Nesse sentido, nesta análise, investigo a referência intermidiática a partir dos tensionamentos de ordem visual que ampliam as percepções estruturais apontadas na seção anterior. Se na organização sintática da canção o uso da voz ativa subverte a reportagem sobre assassinatos, aqui as imagens do videoclipe permitem ressignificar discursos naturalizadores de violência e apagamentos do imaginário popular, construídos a partir da colonialidade, conforme expresso no quadro a seguir:
De imediato, observa-se uma subversão da figura tradicional da Vênus. Enquanto na pintura renascentista ela é representada como extremamente branca, com cabelos dourados esvoaçantes e traços alongados, no videoclipe, Vênus é uma mulher negra possivelmente transsexual, travesti ou não binária, de cabelos vermelhos que cobrem os seios, em contraste com o seio direito aparente na pintura. É possível afirmar que a figura feminina na tradição pictórica europeia, especialmente nas representações de Vênus, revela uma construção simbólica do feminino forjada pelo olhar masculino, que a transforma em objeto de desejo e idealização. A própria incidência da luz no quadro de Botticelli reforça essa leitura: ela penetra pela lateral esquerda da tela, dirigindo-se à deusa juntamente com os sopros de Zéfiro, como se ambos – luz e vento – dirigissem o olhar do observador para essa representação do corpo feminino.

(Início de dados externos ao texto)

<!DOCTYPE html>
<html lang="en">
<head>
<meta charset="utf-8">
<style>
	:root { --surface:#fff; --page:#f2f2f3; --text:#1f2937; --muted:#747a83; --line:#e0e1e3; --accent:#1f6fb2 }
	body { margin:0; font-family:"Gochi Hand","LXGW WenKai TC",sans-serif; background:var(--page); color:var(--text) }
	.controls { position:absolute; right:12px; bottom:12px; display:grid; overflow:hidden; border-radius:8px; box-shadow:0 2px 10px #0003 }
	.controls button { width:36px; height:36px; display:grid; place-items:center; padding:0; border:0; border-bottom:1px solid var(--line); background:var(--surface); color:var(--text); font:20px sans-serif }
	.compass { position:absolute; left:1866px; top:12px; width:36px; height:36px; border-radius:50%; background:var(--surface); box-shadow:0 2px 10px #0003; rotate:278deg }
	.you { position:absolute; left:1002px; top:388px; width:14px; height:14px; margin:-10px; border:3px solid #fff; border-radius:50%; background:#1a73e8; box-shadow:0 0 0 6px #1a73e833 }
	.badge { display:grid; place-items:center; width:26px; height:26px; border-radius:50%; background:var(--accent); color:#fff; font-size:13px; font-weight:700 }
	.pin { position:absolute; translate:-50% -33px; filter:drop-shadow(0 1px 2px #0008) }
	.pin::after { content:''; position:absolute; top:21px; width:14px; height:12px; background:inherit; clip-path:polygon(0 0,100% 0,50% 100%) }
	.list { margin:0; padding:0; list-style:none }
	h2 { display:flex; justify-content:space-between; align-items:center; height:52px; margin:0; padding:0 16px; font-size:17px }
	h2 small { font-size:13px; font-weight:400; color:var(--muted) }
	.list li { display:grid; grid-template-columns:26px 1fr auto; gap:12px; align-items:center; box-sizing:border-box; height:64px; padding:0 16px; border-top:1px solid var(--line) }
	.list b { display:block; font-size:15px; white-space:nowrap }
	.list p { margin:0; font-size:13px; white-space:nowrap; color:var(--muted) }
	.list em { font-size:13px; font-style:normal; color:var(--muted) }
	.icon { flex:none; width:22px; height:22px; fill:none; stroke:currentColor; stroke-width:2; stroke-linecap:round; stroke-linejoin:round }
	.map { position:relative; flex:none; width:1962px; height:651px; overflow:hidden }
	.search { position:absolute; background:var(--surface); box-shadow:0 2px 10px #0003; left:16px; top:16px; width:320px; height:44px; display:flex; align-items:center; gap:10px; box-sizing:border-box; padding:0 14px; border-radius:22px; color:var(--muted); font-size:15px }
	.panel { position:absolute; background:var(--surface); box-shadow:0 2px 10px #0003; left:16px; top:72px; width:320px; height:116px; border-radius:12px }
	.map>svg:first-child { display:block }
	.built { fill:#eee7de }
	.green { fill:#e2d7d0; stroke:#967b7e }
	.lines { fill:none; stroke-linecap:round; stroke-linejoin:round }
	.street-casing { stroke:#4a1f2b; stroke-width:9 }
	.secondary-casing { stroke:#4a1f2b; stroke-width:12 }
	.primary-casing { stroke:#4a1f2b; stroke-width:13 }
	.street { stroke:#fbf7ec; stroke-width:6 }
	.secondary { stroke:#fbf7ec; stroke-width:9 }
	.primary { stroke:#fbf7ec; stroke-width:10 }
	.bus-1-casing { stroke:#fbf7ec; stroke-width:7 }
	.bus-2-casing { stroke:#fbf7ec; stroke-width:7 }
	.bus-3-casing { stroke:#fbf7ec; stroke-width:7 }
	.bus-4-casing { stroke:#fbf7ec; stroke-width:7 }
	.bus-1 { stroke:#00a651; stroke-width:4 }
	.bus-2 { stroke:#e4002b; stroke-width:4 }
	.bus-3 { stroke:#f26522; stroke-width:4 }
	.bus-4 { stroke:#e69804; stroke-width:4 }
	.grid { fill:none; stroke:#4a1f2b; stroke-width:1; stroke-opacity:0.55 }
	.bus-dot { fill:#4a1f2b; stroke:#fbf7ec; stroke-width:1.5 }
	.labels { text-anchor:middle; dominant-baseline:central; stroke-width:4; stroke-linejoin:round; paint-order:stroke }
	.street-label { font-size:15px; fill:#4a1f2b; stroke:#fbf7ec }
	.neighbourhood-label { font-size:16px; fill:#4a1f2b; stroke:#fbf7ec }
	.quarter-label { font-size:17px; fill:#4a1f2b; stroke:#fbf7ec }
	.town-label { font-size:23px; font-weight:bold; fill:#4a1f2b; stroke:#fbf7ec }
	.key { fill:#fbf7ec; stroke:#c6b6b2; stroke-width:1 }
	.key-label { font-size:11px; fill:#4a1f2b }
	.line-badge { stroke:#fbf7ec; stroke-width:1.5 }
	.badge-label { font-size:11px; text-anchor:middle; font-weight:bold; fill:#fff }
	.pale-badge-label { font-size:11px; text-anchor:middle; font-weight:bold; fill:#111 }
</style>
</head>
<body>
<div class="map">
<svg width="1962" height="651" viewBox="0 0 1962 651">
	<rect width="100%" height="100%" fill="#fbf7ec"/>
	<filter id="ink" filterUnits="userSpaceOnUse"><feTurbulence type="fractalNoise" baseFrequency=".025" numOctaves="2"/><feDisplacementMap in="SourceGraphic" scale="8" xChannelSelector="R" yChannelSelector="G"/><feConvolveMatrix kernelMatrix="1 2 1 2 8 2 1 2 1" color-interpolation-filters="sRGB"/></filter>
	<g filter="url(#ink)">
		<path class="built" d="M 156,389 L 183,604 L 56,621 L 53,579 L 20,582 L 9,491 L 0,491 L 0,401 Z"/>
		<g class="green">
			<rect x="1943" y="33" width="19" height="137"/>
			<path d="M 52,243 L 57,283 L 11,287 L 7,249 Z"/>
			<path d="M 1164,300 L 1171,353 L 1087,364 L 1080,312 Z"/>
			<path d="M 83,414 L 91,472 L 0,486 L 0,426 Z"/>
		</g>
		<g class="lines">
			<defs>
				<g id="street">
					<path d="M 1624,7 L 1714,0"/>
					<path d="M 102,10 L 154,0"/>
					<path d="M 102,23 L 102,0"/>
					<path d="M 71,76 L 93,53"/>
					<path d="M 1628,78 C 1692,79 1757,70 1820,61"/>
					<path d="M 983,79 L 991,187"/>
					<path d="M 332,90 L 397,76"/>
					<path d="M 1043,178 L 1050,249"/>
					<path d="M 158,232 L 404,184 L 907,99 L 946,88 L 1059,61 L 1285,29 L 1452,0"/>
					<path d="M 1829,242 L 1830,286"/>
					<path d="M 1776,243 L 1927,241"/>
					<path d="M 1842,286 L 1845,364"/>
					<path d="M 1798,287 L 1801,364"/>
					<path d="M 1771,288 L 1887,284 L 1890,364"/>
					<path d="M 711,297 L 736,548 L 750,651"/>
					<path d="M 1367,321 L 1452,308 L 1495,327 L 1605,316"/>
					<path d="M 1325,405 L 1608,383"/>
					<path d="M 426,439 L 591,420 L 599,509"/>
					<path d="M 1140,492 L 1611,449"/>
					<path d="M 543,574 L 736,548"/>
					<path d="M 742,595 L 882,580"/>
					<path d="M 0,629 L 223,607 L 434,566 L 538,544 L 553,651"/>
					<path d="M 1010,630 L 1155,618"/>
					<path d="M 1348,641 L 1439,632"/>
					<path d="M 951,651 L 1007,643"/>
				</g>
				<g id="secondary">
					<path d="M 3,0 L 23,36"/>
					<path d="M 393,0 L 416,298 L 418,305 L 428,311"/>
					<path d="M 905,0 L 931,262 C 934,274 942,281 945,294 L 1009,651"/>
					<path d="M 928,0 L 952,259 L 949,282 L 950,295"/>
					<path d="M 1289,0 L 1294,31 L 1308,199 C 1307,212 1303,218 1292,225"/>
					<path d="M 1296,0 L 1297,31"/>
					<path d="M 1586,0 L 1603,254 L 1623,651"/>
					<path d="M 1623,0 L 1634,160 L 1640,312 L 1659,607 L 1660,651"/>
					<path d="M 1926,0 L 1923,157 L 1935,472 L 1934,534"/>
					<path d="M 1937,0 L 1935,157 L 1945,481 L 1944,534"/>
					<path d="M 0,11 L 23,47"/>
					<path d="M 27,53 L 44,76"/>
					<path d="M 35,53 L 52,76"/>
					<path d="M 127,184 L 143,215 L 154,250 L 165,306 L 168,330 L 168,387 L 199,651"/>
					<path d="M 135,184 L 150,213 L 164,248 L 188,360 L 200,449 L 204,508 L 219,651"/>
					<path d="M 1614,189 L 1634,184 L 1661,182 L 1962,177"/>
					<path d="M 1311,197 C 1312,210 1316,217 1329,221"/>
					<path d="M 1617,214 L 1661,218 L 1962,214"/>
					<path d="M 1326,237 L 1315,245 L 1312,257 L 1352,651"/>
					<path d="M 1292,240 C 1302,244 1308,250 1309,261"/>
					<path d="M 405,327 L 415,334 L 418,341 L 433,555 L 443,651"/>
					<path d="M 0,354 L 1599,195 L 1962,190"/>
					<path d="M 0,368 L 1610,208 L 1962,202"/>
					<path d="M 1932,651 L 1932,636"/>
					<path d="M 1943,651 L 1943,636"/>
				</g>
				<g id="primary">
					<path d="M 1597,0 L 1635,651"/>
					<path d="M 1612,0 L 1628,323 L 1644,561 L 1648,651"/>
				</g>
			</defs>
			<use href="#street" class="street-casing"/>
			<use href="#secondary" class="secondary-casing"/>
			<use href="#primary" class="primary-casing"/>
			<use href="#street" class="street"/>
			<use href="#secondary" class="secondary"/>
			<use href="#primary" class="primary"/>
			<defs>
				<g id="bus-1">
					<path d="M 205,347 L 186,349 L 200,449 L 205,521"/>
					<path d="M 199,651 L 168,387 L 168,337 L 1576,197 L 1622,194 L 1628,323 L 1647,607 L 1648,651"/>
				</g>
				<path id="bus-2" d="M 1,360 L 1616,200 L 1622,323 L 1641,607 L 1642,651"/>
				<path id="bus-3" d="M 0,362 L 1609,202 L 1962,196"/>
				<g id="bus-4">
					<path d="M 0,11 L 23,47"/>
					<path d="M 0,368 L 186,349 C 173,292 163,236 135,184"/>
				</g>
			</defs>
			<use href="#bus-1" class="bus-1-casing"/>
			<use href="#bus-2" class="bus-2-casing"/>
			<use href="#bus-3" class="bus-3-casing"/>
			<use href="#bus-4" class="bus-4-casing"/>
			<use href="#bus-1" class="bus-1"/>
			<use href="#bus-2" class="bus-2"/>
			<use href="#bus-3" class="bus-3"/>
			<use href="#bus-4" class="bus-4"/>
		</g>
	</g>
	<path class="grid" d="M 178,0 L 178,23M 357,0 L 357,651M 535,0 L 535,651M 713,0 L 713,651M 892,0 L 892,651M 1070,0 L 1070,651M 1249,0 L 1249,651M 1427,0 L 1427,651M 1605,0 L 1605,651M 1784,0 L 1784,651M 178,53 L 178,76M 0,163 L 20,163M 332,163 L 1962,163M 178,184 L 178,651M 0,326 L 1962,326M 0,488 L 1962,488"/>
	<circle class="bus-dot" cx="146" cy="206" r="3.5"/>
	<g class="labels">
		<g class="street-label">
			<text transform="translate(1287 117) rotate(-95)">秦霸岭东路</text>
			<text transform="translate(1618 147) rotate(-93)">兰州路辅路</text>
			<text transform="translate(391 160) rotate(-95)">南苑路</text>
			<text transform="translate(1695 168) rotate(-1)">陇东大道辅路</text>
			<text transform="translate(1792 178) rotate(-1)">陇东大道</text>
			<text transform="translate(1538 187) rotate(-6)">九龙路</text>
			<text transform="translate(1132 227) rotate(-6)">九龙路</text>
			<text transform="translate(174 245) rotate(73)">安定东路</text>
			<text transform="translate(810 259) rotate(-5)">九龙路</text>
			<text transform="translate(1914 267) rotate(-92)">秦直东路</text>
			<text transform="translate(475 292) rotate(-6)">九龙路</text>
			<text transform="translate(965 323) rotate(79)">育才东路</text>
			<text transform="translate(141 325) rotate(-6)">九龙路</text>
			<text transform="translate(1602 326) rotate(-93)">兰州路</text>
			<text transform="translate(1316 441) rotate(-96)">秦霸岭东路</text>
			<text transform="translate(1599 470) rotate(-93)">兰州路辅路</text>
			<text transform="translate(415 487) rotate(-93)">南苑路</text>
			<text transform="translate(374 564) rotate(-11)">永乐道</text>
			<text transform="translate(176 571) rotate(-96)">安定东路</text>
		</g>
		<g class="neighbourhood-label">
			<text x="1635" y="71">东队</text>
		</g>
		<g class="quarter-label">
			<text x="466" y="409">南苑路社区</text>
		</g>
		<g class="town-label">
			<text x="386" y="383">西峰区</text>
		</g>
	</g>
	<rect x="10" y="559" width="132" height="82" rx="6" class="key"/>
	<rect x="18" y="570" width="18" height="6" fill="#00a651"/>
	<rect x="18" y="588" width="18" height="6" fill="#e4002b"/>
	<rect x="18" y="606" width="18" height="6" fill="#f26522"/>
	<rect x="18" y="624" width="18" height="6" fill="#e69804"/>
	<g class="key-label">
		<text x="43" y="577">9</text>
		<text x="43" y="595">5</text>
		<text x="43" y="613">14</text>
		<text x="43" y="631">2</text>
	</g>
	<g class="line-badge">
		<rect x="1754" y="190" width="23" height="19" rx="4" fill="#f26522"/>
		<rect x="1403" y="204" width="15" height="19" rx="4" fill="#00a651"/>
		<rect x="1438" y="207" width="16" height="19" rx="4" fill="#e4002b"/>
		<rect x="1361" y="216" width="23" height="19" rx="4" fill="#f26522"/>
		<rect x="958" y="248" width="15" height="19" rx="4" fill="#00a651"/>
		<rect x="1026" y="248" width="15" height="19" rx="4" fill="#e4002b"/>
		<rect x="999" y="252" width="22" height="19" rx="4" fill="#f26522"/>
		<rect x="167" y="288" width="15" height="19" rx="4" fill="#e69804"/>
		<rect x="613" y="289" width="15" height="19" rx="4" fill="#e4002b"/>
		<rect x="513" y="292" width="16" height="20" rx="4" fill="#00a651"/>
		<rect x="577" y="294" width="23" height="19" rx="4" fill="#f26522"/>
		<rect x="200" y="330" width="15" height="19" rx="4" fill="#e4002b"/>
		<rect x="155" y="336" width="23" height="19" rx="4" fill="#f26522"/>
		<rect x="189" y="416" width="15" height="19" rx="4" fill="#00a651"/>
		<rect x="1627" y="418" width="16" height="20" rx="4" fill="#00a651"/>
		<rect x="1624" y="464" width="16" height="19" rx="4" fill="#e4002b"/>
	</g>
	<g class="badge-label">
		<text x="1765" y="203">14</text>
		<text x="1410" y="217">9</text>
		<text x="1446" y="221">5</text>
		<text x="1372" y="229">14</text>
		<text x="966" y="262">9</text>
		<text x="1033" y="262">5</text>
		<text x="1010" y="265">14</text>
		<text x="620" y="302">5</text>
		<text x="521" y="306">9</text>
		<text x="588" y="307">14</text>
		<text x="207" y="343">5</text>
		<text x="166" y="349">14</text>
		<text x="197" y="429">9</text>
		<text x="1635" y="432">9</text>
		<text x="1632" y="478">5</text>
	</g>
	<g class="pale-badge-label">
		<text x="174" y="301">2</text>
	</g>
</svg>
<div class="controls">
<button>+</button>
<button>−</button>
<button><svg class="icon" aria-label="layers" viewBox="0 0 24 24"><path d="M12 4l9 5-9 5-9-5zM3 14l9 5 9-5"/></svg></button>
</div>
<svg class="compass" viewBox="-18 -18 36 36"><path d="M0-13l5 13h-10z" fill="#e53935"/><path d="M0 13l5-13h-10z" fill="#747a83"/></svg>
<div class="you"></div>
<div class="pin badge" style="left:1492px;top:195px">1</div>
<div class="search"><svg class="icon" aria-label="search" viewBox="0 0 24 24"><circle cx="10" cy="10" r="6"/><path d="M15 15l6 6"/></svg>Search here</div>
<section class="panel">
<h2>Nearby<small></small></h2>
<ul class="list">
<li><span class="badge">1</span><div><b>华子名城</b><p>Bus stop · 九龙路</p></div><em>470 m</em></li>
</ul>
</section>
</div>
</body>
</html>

Em contraponto, no quadro encenado de The Body Electric, a luz parece emergir dos pés da nova Vênus e posicionar-se atrás de seu corpo, em um gesto simbólico de ocupação de um espaço historicamente interditado. Em vez de destacar uma idealização estética, essa luz contorna um corpo que, por séculos, foi sistematicamente apagado por construções simbólicas como a da Vênus renascentista. Quando a imagem se abre e revela a encenação do quadro, é possível perceber que os pés da Vênus contemporânea estão firmemente apoiados no chão – diferentemente dos joelhos levemente flexionados que, no início, espelhavam a figura europeia. Suas pernas organizam-se de forma a sustentar sua postura. Seu queixo está erguido e seu olhar de soslaio contrasta com os semblantes levemente abaixados da pintura. Também há uma alteração no ângulo da cabeça: enquanto, na obra renascentista, a inclinação parece sugerir submissão, a posição frontal assumida no videoclipe rompe com essa impressão, olhando – encarando – algo fora do quadro, não apenas sendo vista.
Como discute Silveira (2008), a imagem da mulher a partir do olhar masculino está intrinsecamente ligada ao papel dos mitos na consolidação de um imaginário coletivo sustentado por valores patriarcais. Dentre eles, o mito de Pigmaleão, narrado por Ovídio em Metamorfoses (1983), é particularmente revelador: o escultor, incapaz de amar mulheres reais por considerá-las promíscuas demais, cria sua própria versão da mulher ideal em pedra – Galatéia – e se apaixona pela figura moldada segundo sua fantasia. Ao longo dos séculos, a arte reiterou essa lógica, como se observa na Vênus de Botticelli, em que o nu feminino não é apresentado como sujeito de desejo, mas como objeto dele – passivo, “sublime” e feito para o olhar. Ao analisar tais obras, Silveira propõe uma reflexão crítica sobre os modos como o feminino foi estetizado, silenciado e encapsulado em padrões que ainda reverberam nas imagens midiáticas contemporâneas.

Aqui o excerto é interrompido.